NAME

Lingua::Interset::Tagset - The root class for all physical tagsets covered by DZ Interset 2.0.

VERSION

version 3.016

SYNOPSIS

package Lingua::Interset::MY::Tagset;
use Moose;
extends 'Lingua::Interset::Tagset';
use Lingua::Interset::FeatureStructure;

sub decode
{
    my $self = shift;
    my $tag = shift;
    my $fs = Lingua::Interset::FeatureStructure->new();
    ...
    return $fs;
}

sub encode
{
    my $self = shift;
    my $fs = shift; # Lingua::Interset::FeatureStructure
    my $tag;
    ...
    return $tag;
}

sub list
{
    my $self = shift;
    return ['NOUN', 'VERB', 'OTHER'];
}

1;

DESCRIPTION

DZ Interset is a universal framework for reading, writing, converting and interpreting part-of-speech and morphosyntactic tags from multiple tagsets of many different natural languages.

The Tagset class is the inheritance root for all classes describing physical tagsets (sets of strings of characters). It defines decoding of tags, encoding and list of known tags.

ATTRIBUTES

permitted_structures

A Lingua::Interset::Trie object that represents all feature structures permitted by this tagset. These are structures that result from decoding one of the known tags returned by the list() method.

This data structure is used to implement strict encoding (see the encode_strict() method).

permitted_values

Reference to a hash that contains all feature values set by the decode() method for at least one of the known tags. If the tagset permits $value of $feature, then

$driver->permitted_values->{$feature}{$value} != 0

Note that a value that is permitted in one context may not be permitted in another. (For example, plural number could be allowed for a noun but not for an adverb.) Unlike in permitted_structures, this hash just ignores context.

METHODS

get_tagset_id()

Returns the tagset id that should be set as the value of the 'tagset' feature during decoding. Every derived class must implement this method, even though the derived class is also responsible for setting the value in its decode() method.

The ID should correspond to the last two parts in package name, lowercased. Specifically, it should be the ISO 639-2 language, followed by :: and a language-specific tagset ID. Example: cs::multext.

decode()

my $fs  = $driver->decode ($tag);

Takes a tag (string) and returns a Lingua::Interset::FeatureStructure object with corresponding feature values set.

Every derived class must implement this method. The Tagset class contains an empty implementation, which will throw an exception if inherited and called.

encode()

my $tag = $driver->encode ($fs);

Takes a Lingua::Interset::FeatureStructure object and returns the tag (string) in the given tagset that corresponds to the feature values.

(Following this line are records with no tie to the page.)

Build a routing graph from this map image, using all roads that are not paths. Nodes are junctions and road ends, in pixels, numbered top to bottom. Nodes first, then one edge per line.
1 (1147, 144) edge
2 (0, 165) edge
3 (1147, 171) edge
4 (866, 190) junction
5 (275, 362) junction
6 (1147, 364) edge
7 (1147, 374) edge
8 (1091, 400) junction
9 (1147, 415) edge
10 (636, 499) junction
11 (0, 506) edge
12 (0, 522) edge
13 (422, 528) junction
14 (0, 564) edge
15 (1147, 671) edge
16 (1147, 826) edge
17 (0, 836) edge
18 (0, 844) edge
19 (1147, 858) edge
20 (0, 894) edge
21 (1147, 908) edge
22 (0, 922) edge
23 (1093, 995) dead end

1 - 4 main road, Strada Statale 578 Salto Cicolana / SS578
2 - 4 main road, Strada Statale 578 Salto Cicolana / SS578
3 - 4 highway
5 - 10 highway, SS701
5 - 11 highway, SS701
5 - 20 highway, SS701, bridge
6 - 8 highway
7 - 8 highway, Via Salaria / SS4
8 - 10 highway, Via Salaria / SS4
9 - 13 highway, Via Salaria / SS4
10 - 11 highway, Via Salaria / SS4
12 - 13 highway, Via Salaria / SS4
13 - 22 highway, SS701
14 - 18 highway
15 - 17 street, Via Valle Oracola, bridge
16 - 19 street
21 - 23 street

Note that some features may be ignored because they cannot be represented in the given tagset.

Every derived class must implement this method. The Tagset class contains an empty implementation, which will throw an exception if inherited and called.

encode_strict()

my $tag = $driver->encode_strict ($fs);

Takes a feature structure (Lingua::Interset::FeatureStructure) and returns a tag that matches the contents of the feature structure.

Unlike encode(), encode_strict() always returns a known tag, i.e. one that is returned by the list() method of the Tagset object. Many tagsets consist of structured tags, i.e. they can be defined as a compact representation of a feature structure (a set of attribute-value pairs). It is in principle possible to encode such combinations of features and values that did not appear in the original tagset. For example, a tagset for Czech is unlikely to contain a tag saying that a word is preposition and at the same time setting non-empty value for gender. Yet it is possible to create such a tag because the tagset encodes part of speech and gender independently.

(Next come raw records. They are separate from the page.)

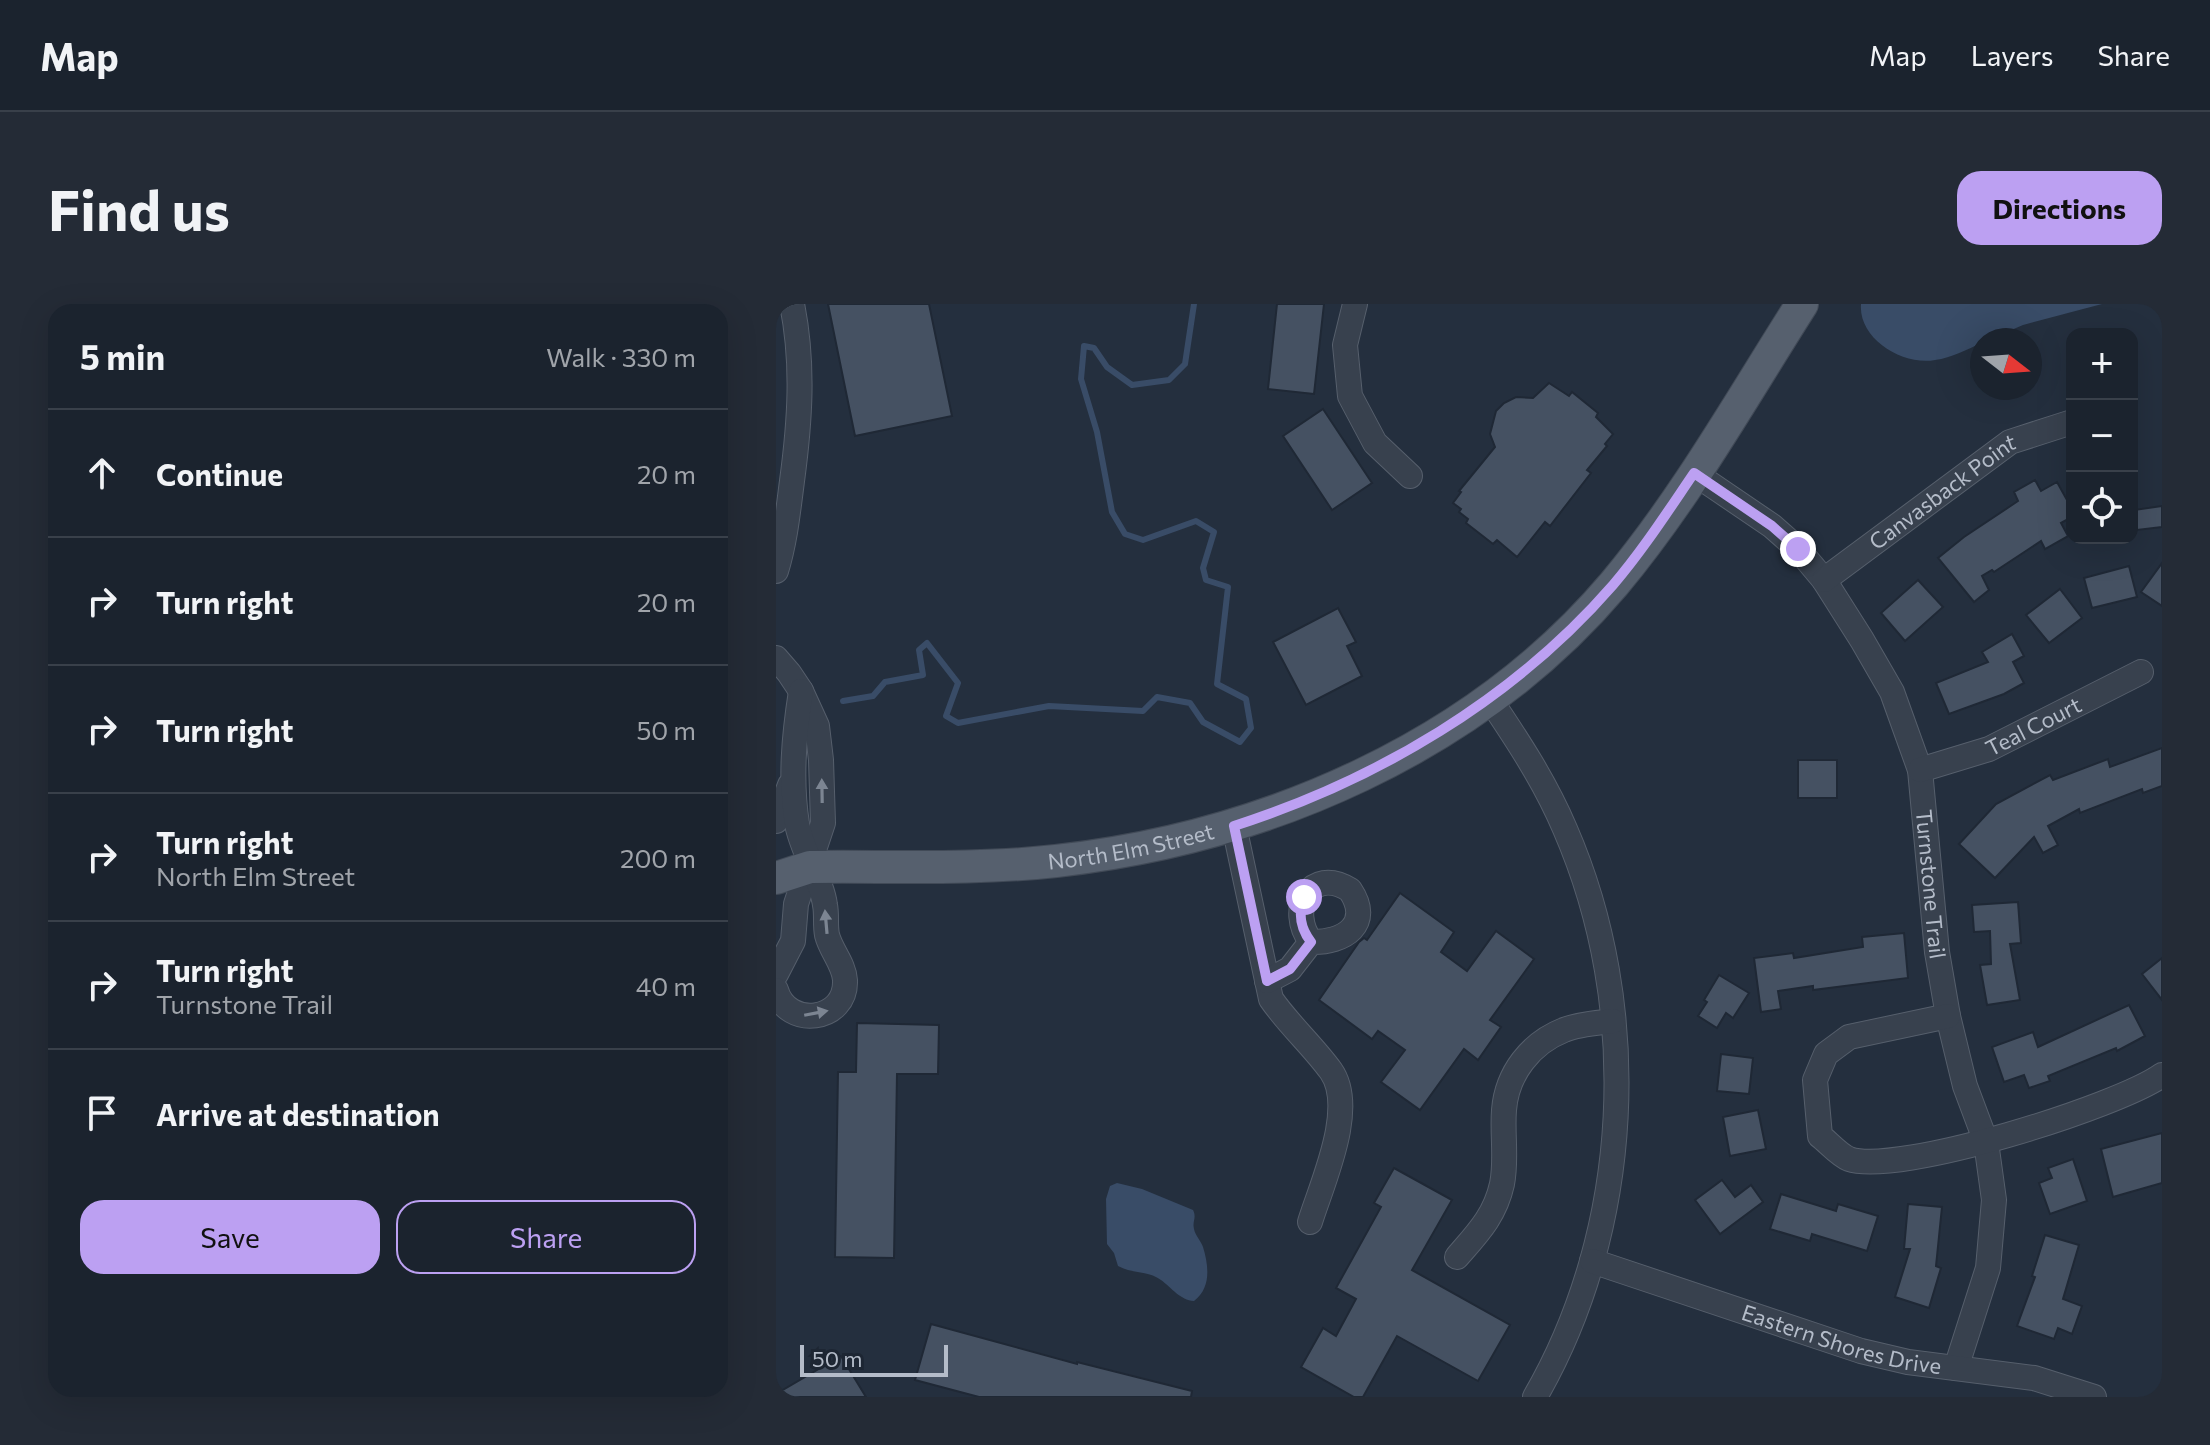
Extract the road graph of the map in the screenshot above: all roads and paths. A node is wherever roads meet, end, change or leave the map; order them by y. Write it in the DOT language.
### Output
graph roads {
  1 [pos="792,304"];
  2 [pos="1355,304"];
  3 [pos="1802,304"];
  4 [pos="2066,424"];
  5 [pos="1694,473"];
  6 [pos="1410,476"];
  7 [pos="776,571"];
  8 [pos="1824,580"];
  9 [pos="776,658"];
  10 [pos="2141,672"];
  11 [pos="801,691"];
  12 [pos="1489,698"];
  13 [pos="1920,770"];
  14 [pos="791,779"];
  15 [pos="776,821"];
  16 [pos="1234,826"];
  17 [pos="776,852"];
  18 [pos="810,867"];
  19 [pos="776,878"];
  20 [pos="1311,942"];
  21 [pos="776,974"];
  22 [pos="1267,981"];
  23 [pos="776,990"];
  24 [pos="1948,1016"];
  25 [pos="1613,1021"];
  26 [pos="2162,1075"];
  27 [pos="1986,1142"];
  28 [pos="1310,1222"];
  29 [pos="1457,1257"];
  30 [pos="1592,1261"];
  31 [pos="1956,1368"];
  32 [pos="1535,1397"];
  33 [pos="2094,1397"];
  1 -- 7 [label="street"];
  2 -- 6 [label="street"];
  3 -- 5 [label="main road, North Elm Street"];
  4 -- 8 [label="street, Canvasback Point"];
  5 -- 8 [label="street, Turnstone Trail"];
  5 -- 12 [label="main road, North Elm Street"];
  8 -- 13 [label="street, Turnstone Trail"];
  9 -- 11 [label="street"];
  10 -- 13 [label="street, Teal Court"];
  11 -- 14 [label="street"];
  18 -- 11 [label="street, one-way"];
  12 -- 16 [label="main road, North Elm Street"];
  12 -- 25 [label="street"];
  13 -- 24 [label="street, Turnstone Trail"];
  14 -- 15 [label="street"];
  14 -- 18 [label="street"];
  16 -- 18 [label="main road, North Elm Street"];
  16 -- 22 [label="street"];
  17 -- 18 [label="main road, North Elm Street"];
  18 -- 19 [label="main road, North Elm Street"];
  18 -- 21 [label="street"];
  23 -- 18 [label="street, one-way"];
  20 -- 22 [label="street"];
  22 -- 28 [label="street"];
  24 -- 27 [label="street, Turnstone Trail"];
  24 -- 27 [label="street"];
  25 -- 29 [label="street"];
  25 -- 30 [label="street"];
  26 -- 27 [label="street"];
  27 -- 31 [label="street, Turnstone Trail"];
  30 -- 31 [label="street, Eastern Shores Drive"];
  30 -- 32 [label="street"];
  31 -- 33 [label="street, Eastern Shores Drive"];
}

If this is undesirable behavior, the application should call encode_strict() instead of encode(). Then it will be guaranteed that the resulting tag is one of those returned by list(). Nevertheless, think twice whether you really need the guarantee, as it does not come for free. The necessity to replace forbidden feature values by permitted ones may sometimes lead to surprising or confusing results.

This method is implemented directly within the Tagset class, relying on custom implementations of list(), decode() and encode().

list()

my $list_of_tags = $driver->list();

Returns the reference to the list of all known tags in this particular tagset. This is not directly needed to decode, encode or convert tags but it is very useful for testing and advanced operations over the tagset. Note however that many tagset drivers contain only an approximate list, created by collecting tag occurrences in some corpus.

Every derived class must implement this method. The Tagset class contains an empty implementation, which will throw an exception if inherited and called.

SEE ALSO

Lingua::Interset, Lingua::Interset::FeatureStructure, Lingua::Interset::Trie

AUTHOR

Dan Zeman <zeman@ufal.mff.cuni.cz>

COPYRIGHT AND LICENSE

This software is copyright (c) 2019 by Univerzita Karlova (Charles University).

This is free software; you can redistribute it and/or modify it under the same terms as the Perl 5 programming language system itself.